A natural-artificial hybrid system was constructed to enhance photophosphorylation. The system comprises chloroplasts modified with optically matched quantum dots (chloroplast-QD) with a large Stokes shift. The QDs possess a unique optical property and transform ultraviolet light into available and highly effective red light for use by chloroplasts. This favorable feature enables photosystem II contained within the hybrid system to split more water and produce more protons than chloroplasts would otherwise do on their own. Consequently, a larger proton gradient is generated and photophosphorylation is improved. At optimal efficiency activity increased by up to 2.3 times compared to pristine chloroplasts. Importantly, the degree of overlap between emission of the QDs and absorption of chloroplasts exerts a strong influence on the photophosphorylation efficiency. The chloroplast-QD hybrid presents an efficient solar energy conversion route, which involves a rational combination of a natural system and an artificial light-harvesting nanomaterial.

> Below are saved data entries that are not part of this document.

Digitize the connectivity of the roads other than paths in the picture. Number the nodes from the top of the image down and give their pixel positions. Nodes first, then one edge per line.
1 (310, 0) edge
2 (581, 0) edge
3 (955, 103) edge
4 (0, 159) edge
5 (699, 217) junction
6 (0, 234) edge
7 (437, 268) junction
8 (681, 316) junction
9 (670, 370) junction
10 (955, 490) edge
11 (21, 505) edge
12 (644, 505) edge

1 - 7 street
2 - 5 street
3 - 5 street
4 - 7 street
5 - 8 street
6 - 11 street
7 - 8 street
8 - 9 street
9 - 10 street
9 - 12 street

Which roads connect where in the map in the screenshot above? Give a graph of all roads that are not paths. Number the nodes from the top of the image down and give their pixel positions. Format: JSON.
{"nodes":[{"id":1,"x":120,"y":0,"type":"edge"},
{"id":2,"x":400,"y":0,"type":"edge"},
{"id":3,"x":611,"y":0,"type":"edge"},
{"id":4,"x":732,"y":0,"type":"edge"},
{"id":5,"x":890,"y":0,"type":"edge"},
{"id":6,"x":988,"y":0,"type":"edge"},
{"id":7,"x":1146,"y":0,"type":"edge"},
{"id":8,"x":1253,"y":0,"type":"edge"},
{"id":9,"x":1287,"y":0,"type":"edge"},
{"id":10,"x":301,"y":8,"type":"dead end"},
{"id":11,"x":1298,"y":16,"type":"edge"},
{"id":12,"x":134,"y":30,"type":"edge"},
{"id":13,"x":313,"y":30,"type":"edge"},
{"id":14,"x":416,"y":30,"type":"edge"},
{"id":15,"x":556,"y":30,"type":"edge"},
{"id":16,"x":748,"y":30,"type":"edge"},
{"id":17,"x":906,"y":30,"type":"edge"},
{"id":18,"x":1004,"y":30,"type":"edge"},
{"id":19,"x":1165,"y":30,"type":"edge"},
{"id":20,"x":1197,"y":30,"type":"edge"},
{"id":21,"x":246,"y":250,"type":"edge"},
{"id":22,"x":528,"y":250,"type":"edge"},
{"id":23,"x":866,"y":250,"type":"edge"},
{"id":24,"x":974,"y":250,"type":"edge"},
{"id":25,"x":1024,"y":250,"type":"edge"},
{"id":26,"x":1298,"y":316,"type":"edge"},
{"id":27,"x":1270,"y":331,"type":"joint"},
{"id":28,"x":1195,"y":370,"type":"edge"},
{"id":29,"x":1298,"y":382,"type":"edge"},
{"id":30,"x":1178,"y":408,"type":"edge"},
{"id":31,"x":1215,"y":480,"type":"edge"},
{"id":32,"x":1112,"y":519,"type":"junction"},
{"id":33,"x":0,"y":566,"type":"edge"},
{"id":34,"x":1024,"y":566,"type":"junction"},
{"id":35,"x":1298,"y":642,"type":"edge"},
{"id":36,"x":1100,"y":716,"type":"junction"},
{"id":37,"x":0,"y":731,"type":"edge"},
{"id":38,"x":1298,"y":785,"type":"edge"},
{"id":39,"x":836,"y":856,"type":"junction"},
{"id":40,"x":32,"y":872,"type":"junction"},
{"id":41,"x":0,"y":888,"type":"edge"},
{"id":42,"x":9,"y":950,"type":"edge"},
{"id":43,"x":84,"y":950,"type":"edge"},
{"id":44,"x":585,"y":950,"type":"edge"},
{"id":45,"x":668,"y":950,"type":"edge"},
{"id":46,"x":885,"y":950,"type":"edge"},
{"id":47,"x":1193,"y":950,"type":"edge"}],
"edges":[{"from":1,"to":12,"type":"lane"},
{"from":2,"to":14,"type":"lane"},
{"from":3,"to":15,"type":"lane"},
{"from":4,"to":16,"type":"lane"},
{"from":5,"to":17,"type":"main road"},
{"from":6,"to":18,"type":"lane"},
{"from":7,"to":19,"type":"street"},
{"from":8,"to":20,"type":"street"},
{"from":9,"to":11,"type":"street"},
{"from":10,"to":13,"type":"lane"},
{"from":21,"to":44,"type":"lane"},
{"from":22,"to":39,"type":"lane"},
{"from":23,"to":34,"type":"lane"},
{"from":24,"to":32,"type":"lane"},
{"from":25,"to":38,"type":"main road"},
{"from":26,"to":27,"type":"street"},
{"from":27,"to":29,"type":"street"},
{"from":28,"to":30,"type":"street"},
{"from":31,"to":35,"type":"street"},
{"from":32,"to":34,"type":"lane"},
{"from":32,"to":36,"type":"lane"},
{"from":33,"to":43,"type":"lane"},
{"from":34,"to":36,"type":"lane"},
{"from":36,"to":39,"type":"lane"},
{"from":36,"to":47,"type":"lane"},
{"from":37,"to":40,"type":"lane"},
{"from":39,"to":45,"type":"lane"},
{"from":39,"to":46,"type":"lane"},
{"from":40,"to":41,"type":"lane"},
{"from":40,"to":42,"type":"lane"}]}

Supramolecular Assembly of Photosystem II and Adenosine Triphosphate Synthase in Artificially Designed Honeycomb Multilayers for Photophosphorylation

Plant thylakoids have a typical stacking structure, which is the site of photosynthesis, including light-harvesting, water-splitting, and adenosine triphosphate (ATP) production. This stacking structure plays a key role in exchange of substances with extremely high efficiency and minimum energy consumption through photosynthesis. Herein we report an artificially designed honeycomb multilayer for photophosphorylation. To mimic the natural thylakoid stacking structure, the multilayered photosystem II (PSII)-ATP synthase-liposome system is fabricated via layer-by-layer (LbL) assembly, allowing the three-dimensional distributions of PSII and ATP synthase. Under light illumination, PSII splits water into protons and generates a proton gradient for ATP synthase to produce ATP. Moreover, it is found that the ATP production is extremely associated with the numbers of PSII layers. With such a multilayer structure assembled via LbL, one can better understand the mechanism of PSII and ATP synthase integrated in one system, mimicking the photosynthetic grana structure. On the other hand, such an assembled system can be considered to improve the photophosphorylation.